== Material for this task

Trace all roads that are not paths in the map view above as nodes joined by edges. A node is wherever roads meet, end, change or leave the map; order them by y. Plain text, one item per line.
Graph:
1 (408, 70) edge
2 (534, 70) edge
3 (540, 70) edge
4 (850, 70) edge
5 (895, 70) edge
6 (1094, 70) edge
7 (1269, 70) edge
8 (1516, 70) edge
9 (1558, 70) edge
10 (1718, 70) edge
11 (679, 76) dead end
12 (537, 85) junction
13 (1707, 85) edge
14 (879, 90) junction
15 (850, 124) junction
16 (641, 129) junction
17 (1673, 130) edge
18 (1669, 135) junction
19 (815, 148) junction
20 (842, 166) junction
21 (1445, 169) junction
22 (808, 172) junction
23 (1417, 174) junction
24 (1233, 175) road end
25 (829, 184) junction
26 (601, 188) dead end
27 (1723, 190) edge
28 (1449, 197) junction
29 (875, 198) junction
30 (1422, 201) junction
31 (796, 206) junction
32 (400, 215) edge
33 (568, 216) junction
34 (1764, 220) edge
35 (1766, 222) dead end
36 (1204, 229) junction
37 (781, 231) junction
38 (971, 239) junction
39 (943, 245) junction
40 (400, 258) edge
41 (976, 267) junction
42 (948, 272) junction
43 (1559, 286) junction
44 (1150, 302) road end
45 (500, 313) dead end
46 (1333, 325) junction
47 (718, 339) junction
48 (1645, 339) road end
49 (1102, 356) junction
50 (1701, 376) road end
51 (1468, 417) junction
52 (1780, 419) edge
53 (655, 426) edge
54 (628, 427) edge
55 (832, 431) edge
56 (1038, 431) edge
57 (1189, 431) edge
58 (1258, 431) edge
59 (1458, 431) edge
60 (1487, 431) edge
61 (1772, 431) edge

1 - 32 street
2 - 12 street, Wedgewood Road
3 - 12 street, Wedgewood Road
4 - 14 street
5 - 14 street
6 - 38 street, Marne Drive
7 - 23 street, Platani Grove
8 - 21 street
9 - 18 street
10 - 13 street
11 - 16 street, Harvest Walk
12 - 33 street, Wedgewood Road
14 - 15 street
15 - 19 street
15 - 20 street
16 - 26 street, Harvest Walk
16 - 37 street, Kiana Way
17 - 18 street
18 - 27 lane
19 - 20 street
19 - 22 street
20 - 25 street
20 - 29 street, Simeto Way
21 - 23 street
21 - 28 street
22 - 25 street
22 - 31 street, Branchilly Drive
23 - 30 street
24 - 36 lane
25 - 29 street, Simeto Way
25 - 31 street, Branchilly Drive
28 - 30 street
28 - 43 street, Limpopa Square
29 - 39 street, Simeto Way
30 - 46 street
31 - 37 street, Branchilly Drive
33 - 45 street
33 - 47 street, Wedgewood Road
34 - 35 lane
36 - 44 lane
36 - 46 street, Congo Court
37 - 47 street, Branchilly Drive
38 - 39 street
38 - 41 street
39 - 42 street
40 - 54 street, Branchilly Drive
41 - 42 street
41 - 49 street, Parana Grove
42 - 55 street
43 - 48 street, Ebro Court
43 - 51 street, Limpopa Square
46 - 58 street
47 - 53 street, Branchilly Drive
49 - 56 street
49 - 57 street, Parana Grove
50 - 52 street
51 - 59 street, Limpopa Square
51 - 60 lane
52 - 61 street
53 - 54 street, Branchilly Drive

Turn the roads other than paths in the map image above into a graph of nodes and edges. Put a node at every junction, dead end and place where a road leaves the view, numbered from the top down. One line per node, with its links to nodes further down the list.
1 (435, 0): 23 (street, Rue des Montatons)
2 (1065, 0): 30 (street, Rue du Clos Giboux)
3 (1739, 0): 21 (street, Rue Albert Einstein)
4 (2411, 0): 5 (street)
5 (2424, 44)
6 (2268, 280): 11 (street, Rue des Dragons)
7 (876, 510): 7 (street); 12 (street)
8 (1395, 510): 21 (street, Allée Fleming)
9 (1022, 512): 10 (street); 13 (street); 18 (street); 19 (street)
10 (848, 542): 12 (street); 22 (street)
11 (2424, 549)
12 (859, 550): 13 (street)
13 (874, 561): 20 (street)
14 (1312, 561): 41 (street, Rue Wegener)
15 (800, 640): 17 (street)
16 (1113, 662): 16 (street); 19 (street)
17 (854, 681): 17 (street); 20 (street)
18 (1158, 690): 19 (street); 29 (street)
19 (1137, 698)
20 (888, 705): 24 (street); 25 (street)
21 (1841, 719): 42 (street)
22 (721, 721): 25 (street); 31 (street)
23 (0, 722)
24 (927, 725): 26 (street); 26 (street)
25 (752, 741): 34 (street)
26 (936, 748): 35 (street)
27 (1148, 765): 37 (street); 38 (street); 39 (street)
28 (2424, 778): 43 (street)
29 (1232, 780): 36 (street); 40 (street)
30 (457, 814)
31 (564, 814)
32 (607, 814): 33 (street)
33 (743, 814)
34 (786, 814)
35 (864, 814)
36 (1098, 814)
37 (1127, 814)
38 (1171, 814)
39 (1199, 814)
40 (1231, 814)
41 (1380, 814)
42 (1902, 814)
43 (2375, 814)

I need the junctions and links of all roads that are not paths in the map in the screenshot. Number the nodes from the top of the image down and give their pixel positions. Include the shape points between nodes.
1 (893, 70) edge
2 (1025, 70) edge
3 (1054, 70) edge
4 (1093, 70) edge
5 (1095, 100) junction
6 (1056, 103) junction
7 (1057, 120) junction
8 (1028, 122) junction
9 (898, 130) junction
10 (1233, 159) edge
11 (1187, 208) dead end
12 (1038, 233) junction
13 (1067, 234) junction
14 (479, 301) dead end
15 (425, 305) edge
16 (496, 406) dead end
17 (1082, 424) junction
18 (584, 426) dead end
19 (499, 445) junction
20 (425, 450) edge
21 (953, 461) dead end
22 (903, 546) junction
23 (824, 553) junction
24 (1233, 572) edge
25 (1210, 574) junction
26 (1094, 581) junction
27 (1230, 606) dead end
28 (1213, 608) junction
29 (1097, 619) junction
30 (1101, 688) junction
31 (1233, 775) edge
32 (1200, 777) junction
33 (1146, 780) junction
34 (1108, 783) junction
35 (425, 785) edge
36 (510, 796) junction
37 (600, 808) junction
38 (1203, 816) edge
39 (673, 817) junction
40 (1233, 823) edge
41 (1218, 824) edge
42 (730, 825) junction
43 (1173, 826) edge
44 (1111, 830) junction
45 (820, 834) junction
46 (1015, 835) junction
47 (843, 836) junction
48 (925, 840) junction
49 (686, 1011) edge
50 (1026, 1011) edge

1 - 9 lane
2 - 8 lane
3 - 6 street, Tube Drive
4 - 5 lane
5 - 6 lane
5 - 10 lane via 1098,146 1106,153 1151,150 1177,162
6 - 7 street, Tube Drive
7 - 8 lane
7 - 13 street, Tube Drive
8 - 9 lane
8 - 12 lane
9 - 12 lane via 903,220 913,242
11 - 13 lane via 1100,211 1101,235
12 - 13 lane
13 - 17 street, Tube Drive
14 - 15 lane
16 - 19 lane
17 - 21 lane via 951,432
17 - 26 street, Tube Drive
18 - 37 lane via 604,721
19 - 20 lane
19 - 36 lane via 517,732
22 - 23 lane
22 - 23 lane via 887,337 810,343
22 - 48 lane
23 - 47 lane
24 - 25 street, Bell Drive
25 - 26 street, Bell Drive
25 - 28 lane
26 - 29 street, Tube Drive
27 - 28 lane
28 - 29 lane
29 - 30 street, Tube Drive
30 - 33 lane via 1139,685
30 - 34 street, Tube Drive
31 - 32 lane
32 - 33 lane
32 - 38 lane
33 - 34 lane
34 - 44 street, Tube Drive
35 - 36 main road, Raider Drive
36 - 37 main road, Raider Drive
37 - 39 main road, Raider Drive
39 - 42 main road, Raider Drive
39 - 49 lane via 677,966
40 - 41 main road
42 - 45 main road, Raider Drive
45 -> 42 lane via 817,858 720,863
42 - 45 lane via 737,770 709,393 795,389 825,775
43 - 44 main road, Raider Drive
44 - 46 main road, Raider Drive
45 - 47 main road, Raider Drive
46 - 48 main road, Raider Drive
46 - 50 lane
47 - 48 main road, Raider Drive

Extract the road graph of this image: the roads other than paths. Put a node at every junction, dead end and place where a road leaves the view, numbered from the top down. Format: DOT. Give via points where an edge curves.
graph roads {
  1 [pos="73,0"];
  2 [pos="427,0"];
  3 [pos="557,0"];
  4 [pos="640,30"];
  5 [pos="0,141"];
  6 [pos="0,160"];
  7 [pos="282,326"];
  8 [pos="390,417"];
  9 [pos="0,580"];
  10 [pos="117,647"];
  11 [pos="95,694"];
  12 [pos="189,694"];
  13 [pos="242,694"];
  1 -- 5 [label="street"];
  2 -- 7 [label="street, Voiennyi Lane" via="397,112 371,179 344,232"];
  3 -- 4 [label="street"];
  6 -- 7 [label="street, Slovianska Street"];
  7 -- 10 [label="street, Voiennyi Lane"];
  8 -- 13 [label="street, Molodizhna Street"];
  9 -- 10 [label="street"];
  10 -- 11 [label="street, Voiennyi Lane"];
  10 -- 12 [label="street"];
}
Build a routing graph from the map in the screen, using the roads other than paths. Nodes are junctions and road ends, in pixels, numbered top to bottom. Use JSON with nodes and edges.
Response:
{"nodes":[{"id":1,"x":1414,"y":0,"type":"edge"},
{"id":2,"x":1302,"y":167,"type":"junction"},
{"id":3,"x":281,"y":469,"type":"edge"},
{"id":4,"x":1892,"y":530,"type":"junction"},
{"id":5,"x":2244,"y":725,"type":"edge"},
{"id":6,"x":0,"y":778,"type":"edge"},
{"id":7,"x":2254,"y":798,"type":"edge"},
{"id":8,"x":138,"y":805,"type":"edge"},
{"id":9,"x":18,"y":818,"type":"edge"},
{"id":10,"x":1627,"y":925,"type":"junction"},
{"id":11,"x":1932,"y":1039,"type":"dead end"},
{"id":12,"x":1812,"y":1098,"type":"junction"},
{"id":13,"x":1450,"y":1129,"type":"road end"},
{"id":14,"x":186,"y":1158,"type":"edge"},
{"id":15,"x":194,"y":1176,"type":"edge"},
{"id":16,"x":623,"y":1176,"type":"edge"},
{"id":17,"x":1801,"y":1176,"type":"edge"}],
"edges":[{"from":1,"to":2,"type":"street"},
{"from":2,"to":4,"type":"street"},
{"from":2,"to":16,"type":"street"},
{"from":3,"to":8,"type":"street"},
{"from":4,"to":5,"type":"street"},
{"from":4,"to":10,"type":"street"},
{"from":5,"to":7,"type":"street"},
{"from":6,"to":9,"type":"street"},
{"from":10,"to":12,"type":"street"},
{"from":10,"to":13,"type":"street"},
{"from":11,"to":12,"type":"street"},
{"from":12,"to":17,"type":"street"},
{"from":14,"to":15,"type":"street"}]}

====

## Goal of the exercise
Filter the data for the string "view" and copy every line that has it.

## Result of this exercise
Trace all roads that are not paths in the map view above as nodes joined by edges. A node is wherever roads meet, end, change or leave the map; order them by y. Plain text, one item per line.
Turn the roads other than paths in the map image above into a graph of nodes and edges. Put a node at every junction, dead end and place where a road leaves the view, numbered from the top down. One line per node, with its links to nodes further down the list.
Extract the road graph of this image: the roads other than paths. Put a node at every junction, dead end and place where a road leaves the view, numbered from the top down. Format: DOT. Give via points where an edge curves.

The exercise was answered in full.